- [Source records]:
----

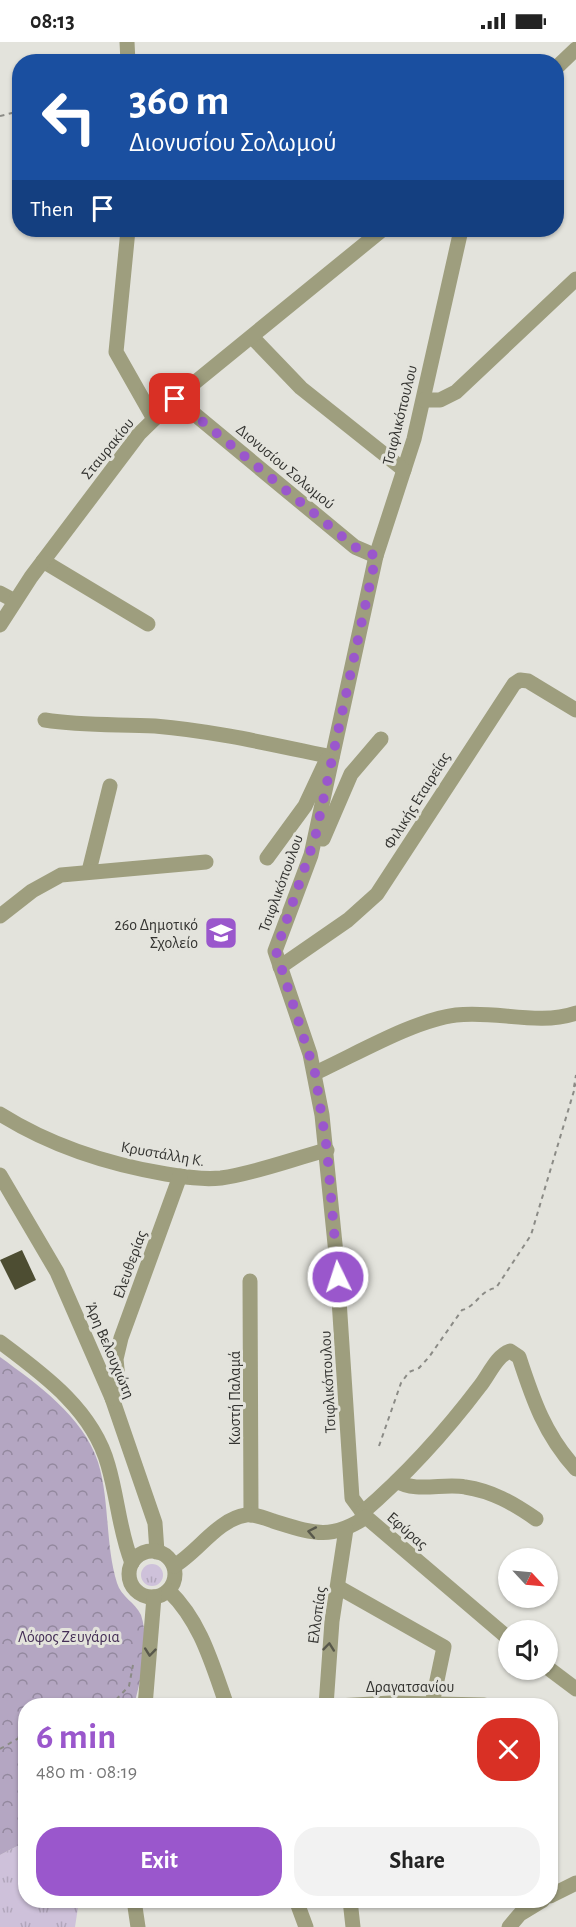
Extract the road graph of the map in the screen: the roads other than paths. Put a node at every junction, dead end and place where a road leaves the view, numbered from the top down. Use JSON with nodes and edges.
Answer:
{"nodes":[{"id":1,"x":576,"y":49,"type":"edge"},
{"id":2,"x":564,"y":60,"type":"edge"},
{"id":3,"x":127,"y":237,"type":"edge"},
{"id":4,"x":373,"y":237,"type":"edge"},
{"id":5,"x":459,"y":237,"type":"edge"},
{"id":6,"x":576,"y":279,"type":"edge"},
{"id":7,"x":252,"y":337,"type":"junction"},
{"id":8,"x":175,"y":399,"type":"junction"},
{"id":9,"x":424,"y":400,"type":"junction"},
{"id":10,"x":154,"y":419,"type":"junction"},
{"id":11,"x":404,"y":470,"type":"junction"},
{"id":12,"x":376,"y":556,"type":"junction"},
{"id":13,"x":44,"y":561,"type":"junction"},
{"id":14,"x":0,"y":593,"type":"edge"},
{"id":15,"x":15,"y":601,"type":"junction"},
{"id":16,"x":148,"y":624,"type":"dead end"},
{"id":17,"x":0,"y":625,"type":"edge"},
{"id":18,"x":576,"y":710,"type":"edge"},
{"id":19,"x":45,"y":720,"type":"dead end"},
{"id":20,"x":381,"y":739,"type":"dead end"},
{"id":21,"x":332,"y":757,"type":"junction"},
{"id":22,"x":110,"y":786,"type":"dead end"},
{"id":23,"x":267,"y":858,"type":"dead end"},
{"id":24,"x":206,"y":862,"type":"dead end"},
{"id":25,"x":308,"y":864,"type":"junction"},
{"id":26,"x":88,"y":871,"type":"junction"},
{"id":27,"x":0,"y":916,"type":"edge"},
{"id":28,"x":280,"y":968,"type":"junction"},
{"id":29,"x":576,"y":1013,"type":"edge"},
{"id":30,"x":315,"y":1073,"type":"junction"},
{"id":31,"x":0,"y":1114,"type":"edge"},
{"id":32,"x":327,"y":1150,"type":"junction"},
{"id":33,"x":0,"y":1175,"type":"edge"},
{"id":34,"x":180,"y":1176,"type":"junction"},
{"id":35,"x":250,"y":1281,"type":"dead end"},
{"id":36,"x":0,"y":1342,"type":"edge"},
{"id":37,"x":112,"y":1398,"type":"junction"},
{"id":38,"x":576,"y":1469,"type":"edge"},
{"id":39,"x":396,"y":1481,"type":"junction"},
{"id":40,"x":251,"y":1515,"type":"junction"},
{"id":41,"x":364,"y":1515,"type":"junction"},
{"id":42,"x":536,"y":1519,"type":"dead end"},
{"id":43,"x":346,"y":1529,"type":"junction"},
{"id":44,"x":157,"y":1552,"type":"junction"},
{"id":45,"x":132,"y":1563,"type":"junction"},
{"id":46,"x":174,"y":1566,"type":"junction"},
{"id":47,"x":338,"y":1587,"type":"junction"},
{"id":48,"x":169,"y":1591,"type":"junction"},
{"id":49,"x":154,"y":1597,"type":"junction"},
{"id":50,"x":498,"y":1629,"type":"edge"},
{"id":51,"x":558,"y":1676,"type":"edge"},
{"id":52,"x":576,"y":1689,"type":"edge"},
{"id":53,"x":146,"y":1698,"type":"edge"},
{"id":54,"x":224,"y":1698,"type":"edge"},
{"id":55,"x":326,"y":1698,"type":"edge"},
{"id":56,"x":433,"y":1698,"type":"edge"},
{"id":57,"x":576,"y":1884,"type":"edge"},
{"id":58,"x":558,"y":1892,"type":"edge"},
{"id":59,"x":135,"y":1908,"type":"edge"},
{"id":60,"x":299,"y":1908,"type":"edge"},
{"id":61,"x":351,"y":1908,"type":"edge"},
{"id":62,"x":530,"y":1908,"type":"edge"},
{"id":63,"x":138,"y":1927,"type":"edge"},
{"id":64,"x":306,"y":1927,"type":"edge"},
{"id":65,"x":353,"y":1927,"type":"edge"},
{"id":66,"x":509,"y":1927,"type":"edge"}],
"edges":[{"from":1,"to":2,"type":"street"},
{"from":3,"to":10,"type":"street"},
{"from":4,"to":7,"type":"street","name":"Σταυρακίου"},
{"from":5,"to":9,"type":"street","name":"Τσιφλικόπουλου"},
{"from":6,"to":9,"type":"street"},
{"from":7,"to":8,"type":"street","name":"Σταυρακίου"},
{"from":7,"to":11,"type":"street"},
{"from":8,"to":10,"type":"street","name":"Σταυρακίου"},
{"from":8,"to":12,"type":"street","name":"Διονυσίου Σολωμού"},
{"from":9,"to":11,"type":"street","name":"Τσιφλικόπουλου"},
{"from":10,"to":13,"type":"street","name":"Σταυρακίου"},
{"from":11,"to":12,"type":"street","name":"Τσιφλικόπουλου"},
{"from":12,"to":21,"type":"street","name":"Τσιφλικόπουλου"},
{"from":13,"to":15,"type":"street","name":"Σταυρακίου"},
{"from":13,"to":16,"type":"street"},
{"from":14,"to":15,"type":"street"},
{"from":15,"to":17,"type":"street","name":"Σταυρακίου"},
{"from":18,"to":28,"type":"street","name":"Φιλικής Εταιρείας"},
{"from":19,"to":21,"type":"street"},
{"from":20,"to":25,"type":"street"},
{"from":21,"to":23,"type":"street"},
{"from":21,"to":25,"type":"street","name":"Τσιφλικόπουλου"},
{"from":22,"to":26,"type":"street"},
{"from":24,"to":26,"type":"street"},
{"from":25,"to":28,"type":"street","name":"Τσιφλικόπουλου"},
{"from":26,"to":27,"type":"street"},
{"from":28,"to":30,"type":"street","name":"Τσιφλικόπουλου"},
{"from":29,"to":30,"type":"street"},
{"from":30,"to":32,"type":"street","name":"Τσιφλικόπουλου"},
{"from":31,"to":34,"type":"street","name":"Κρυστάλλη Κ."},
{"from":32,"to":34,"type":"street","name":"Κρυστάλλη Κ."},
{"from":32,"to":41,"type":"street","name":"Τσιφλικόπουλου"},
{"from":33,"to":37,"type":"street","name":"Άρη Βελουχιώτη"},
{"from":34,"to":37,"type":"street","name":"Ελευθερίας"},
{"from":35,"to":40,"type":"street","name":"Κωστή Παλαμά"},
{"from":36,"to":45,"type":"street"},
{"from":37,"to":44,"type":"street","name":"Άρη Βελουχιώτη"},
{"from":38,"to":39,"type":"street"},
{"from":39,"to":41,"type":"street"},
{"from":39,"to":42,"type":"street"},
{"from":43,"to":40,"type":"street","name":"Εφύρας","one_way":true},
{"from":40,"to":46,"type":"street"},
{"from":41,"to":43,"type":"street","name":"Εφύρας"},
{"from":41,"to":50,"type":"street","name":"Εφύρας"},
{"from":43,"to":47,"type":"street","name":"Ελλοπίας"},
{"from":44,"to":45,"type":"street"},
{"from":44,"to":46,"type":"street"},
{"from":45,"to":49,"type":"street"},
{"from":46,"to":48,"type":"street"},
{"from":55,"to":47,"type":"street","name":"Ελλοπίας","one_way":true},
{"from":47,"to":56,"type":"street"},
{"from":48,"to":49,"type":"street"},
{"from":48,"to":54,"type":"street"},
{"from":49,"to":53,"type":"street","one_way":true},
{"from":51,"to":52,"type":"street"},
{"from":57,"to":58,"type":"street"},
{"from":59,"to":63,"type":"street"},
{"from":60,"to":64,"type":"street"},
{"from":61,"to":65,"type":"street"},
{"from":62,"to":66,"type":"street"}]}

----

Although the records above contain pictures, output every line exactly and leave the pictures out.

Extract the road graph of the map in the screen: the roads other than paths. Put a node at every junction, dead end and place where a road leaves the view, numbered from the top down. Use JSON with nodes and edges.
Answer:
{"nodes":[{"id":1,"x":576,"y":49,"type":"edge"},
{"id":2,"x":564,"y":60,"type":"edge"},
{"id":3,"x":127,"y":237,"type":"edge"},
{"id":4,"x":373,"y":237,"type":"edge"},
{"id":5,"x":459,"y":237,"type":"edge"},
{"id":6,"x":576,"y":279,"type":"edge"},
{"id":7,"x":252,"y":337,"type":"junction"},
{"id":8,"x":175,"y":399,"type":"junction"},
{"id":9,"x":424,"y":400,"type":"junction"},
{"id":10,"x":154,"y":419,"type":"junction"},
{"id":11,"x":404,"y":470,"type":"junction"},
{"id":12,"x":376,"y":556,"type":"junction"},
{"id":13,"x":44,"y":561,"type":"junction"},
{"id":14,"x":0,"y":593,"type":"edge"},
{"id":15,"x":15,"y":601,"type":"junction"},
{"id":16,"x":148,"y":624,"type":"dead end"},
{"id":17,"x":0,"y":625,"type":"edge"},
{"id":18,"x":576,"y":710,"type":"edge"},
{"id":19,"x":45,"y":720,"type":"dead end"},
{"id":20,"x":381,"y":739,"type":"dead end"},
{"id":21,"x":332,"y":757,"type":"junction"},
{"id":22,"x":110,"y":786,"type":"dead end"},
{"id":23,"x":267,"y":858,"type":"dead end"},
{"id":24,"x":206,"y":862,"type":"dead end"},
{"id":25,"x":308,"y":864,"type":"junction"},
{"id":26,"x":88,"y":871,"type":"junction"},
{"id":27,"x":0,"y":916,"type":"edge"},
{"id":28,"x":280,"y":968,"type":"junction"},
{"id":29,"x":576,"y":1013,"type":"edge"},
{"id":30,"x":315,"y":1073,"type":"junction"},
{"id":31,"x":0,"y":1114,"type":"edge"},
{"id":32,"x":327,"y":1150,"type":"junction"},
{"id":33,"x":0,"y":1175,"type":"edge"},
{"id":34,"x":180,"y":1176,"type":"junction"},
{"id":35,"x":250,"y":1281,"type":"dead end"},
{"id":36,"x":0,"y":1342,"type":"edge"},
{"id":37,"x":112,"y":1398,"type":"junction"},
{"id":38,"x":576,"y":1469,"type":"edge"},
{"id":39,"x":396,"y":1481,"type":"junction"},
{"id":40,"x":251,"y":1515,"type":"junction"},
{"id":41,"x":364,"y":1515,"type":"junction"},
{"id":42,"x":536,"y":1519,"type":"dead end"},
{"id":43,"x":346,"y":1529,"type":"junction"},
{"id":44,"x":157,"y":1552,"type":"junction"},
{"id":45,"x":132,"y":1563,"type":"junction"},
{"id":46,"x":174,"y":1566,"type":"junction"},
{"id":47,"x":338,"y":1587,"type":"junction"},
{"id":48,"x":169,"y":1591,"type":"junction"},
{"id":49,"x":154,"y":1597,"type":"junction"},
{"id":50,"x":498,"y":1629,"type":"edge"},
{"id":51,"x":558,"y":1676,"type":"edge"},
{"id":52,"x":576,"y":1689,"type":"edge"},
{"id":53,"x":146,"y":1698,"type":"edge"},
{"id":54,"x":224,"y":1698,"type":"edge"},
{"id":55,"x":326,"y":1698,"type":"edge"},
{"id":56,"x":433,"y":1698,"type":"edge"},
{"id":57,"x":576,"y":1884,"type":"edge"},
{"id":58,"x":558,"y":1892,"type":"edge"},
{"id":59,"x":135,"y":1908,"type":"edge"},
{"id":60,"x":299,"y":1908,"type":"edge"},
{"id":61,"x":351,"y":1908,"type":"edge"},
{"id":62,"x":530,"y":1908,"type":"edge"},
{"id":63,"x":138,"y":1927,"type":"edge"},
{"id":64,"x":306,"y":1927,"type":"edge"},
{"id":65,"x":353,"y":1927,"type":"edge"},
{"id":66,"x":509,"y":1927,"type":"edge"}],
"edges":[{"from":1,"to":2,"type":"street"},
{"from":3,"to":10,"type":"street"},
{"from":4,"to":7,"type":"street","name":"Σταυρακίου"},
{"from":5,"to":9,"type":"street","name":"Τσιφλικόπουλου"},
{"from":6,"to":9,"type":"street"},
{"from":7,"to":8,"type":"street","name":"Σταυρακίου"},
{"from":7,"to":11,"type":"street"},
{"from":8,"to":10,"type":"street","name":"Σταυρακίου"},
{"from":8,"to":12,"type":"street","name":"Διονυσίου Σολωμού"},
{"from":9,"to":11,"type":"street","name":"Τσιφλικόπουλου"},
{"from":10,"to":13,"type":"street","name":"Σταυρακίου"},
{"from":11,"to":12,"type":"street","name":"Τσιφλικόπουλου"},
{"from":12,"to":21,"type":"street","name":"Τσιφλικόπουλου"},
{"from":13,"to":15,"type":"street","name":"Σταυρακίου"},
{"from":13,"to":16,"type":"street"},
{"from":14,"to":15,"type":"street"},
{"from":15,"to":17,"type":"street","name":"Σταυρακίου"},
{"from":18,"to":28,"type":"street","name":"Φιλικής Εταιρείας"},
{"from":19,"to":21,"type":"street"},
{"from":20,"to":25,"type":"street"},
{"from":21,"to":23,"type":"street"},
{"from":21,"to":25,"type":"street","name":"Τσιφλικόπουλου"},
{"from":22,"to":26,"type":"street"},
{"from":24,"to":26,"type":"street"},
{"from":25,"to":28,"type":"street","name":"Τσιφλικόπουλου"},
{"from":26,"to":27,"type":"street"},
{"from":28,"to":30,"type":"street","name":"Τσιφλικόπουλου"},
{"from":29,"to":30,"type":"street"},
{"from":30,"to":32,"type":"street","name":"Τσιφλικόπουλου"},
{"from":31,"to":34,"type":"street","name":"Κρυστάλλη Κ."},
{"from":32,"to":34,"type":"street","name":"Κρυστάλλη Κ."},
{"from":32,"to":41,"type":"street","name":"Τσιφλικόπουλου"},
{"from":33,"to":37,"type":"street","name":"Άρη Βελουχιώτη"},
{"from":34,"to":37,"type":"street","name":"Ελευθερίας"},
{"from":35,"to":40,"type":"street","name":"Κωστή Παλαμά"},
{"from":36,"to":45,"type":"street"},
{"from":37,"to":44,"type":"street","name":"Άρη Βελουχιώτη"},
{"from":38,"to":39,"type":"street"},
{"from":39,"to":41,"type":"street"},
{"from":39,"to":42,"type":"street"},
{"from":43,"to":40,"type":"street","name":"Εφύρας","one_way":true},
{"from":40,"to":46,"type":"street"},
{"from":41,"to":43,"type":"street","name":"Εφύρας"},
{"from":41,"to":50,"type":"street","name":"Εφύρας"},
{"from":43,"to":47,"type":"street","name":"Ελλοπίας"},
{"from":44,"to":45,"type":"street"},
{"from":44,"to":46,"type":"street"},
{"from":45,"to":49,"type":"street"},
{"from":46,"to":48,"type":"street"},
{"from":55,"to":47,"type":"street","name":"Ελλοπίας","one_way":true},
{"from":47,"to":56,"type":"street"},
{"from":48,"to":49,"type":"street"},
{"from":48,"to":54,"type":"street"},
{"from":49,"to":53,"type":"street","one_way":true},
{"from":51,"to":52,"type":"street"},
{"from":57,"to":58,"type":"street"},
{"from":59,"to":63,"type":"street"},
{"from":60,"to":64,"type":"street"},
{"from":61,"to":65,"type":"street"},
{"from":62,"to":66,"type":"street"}]}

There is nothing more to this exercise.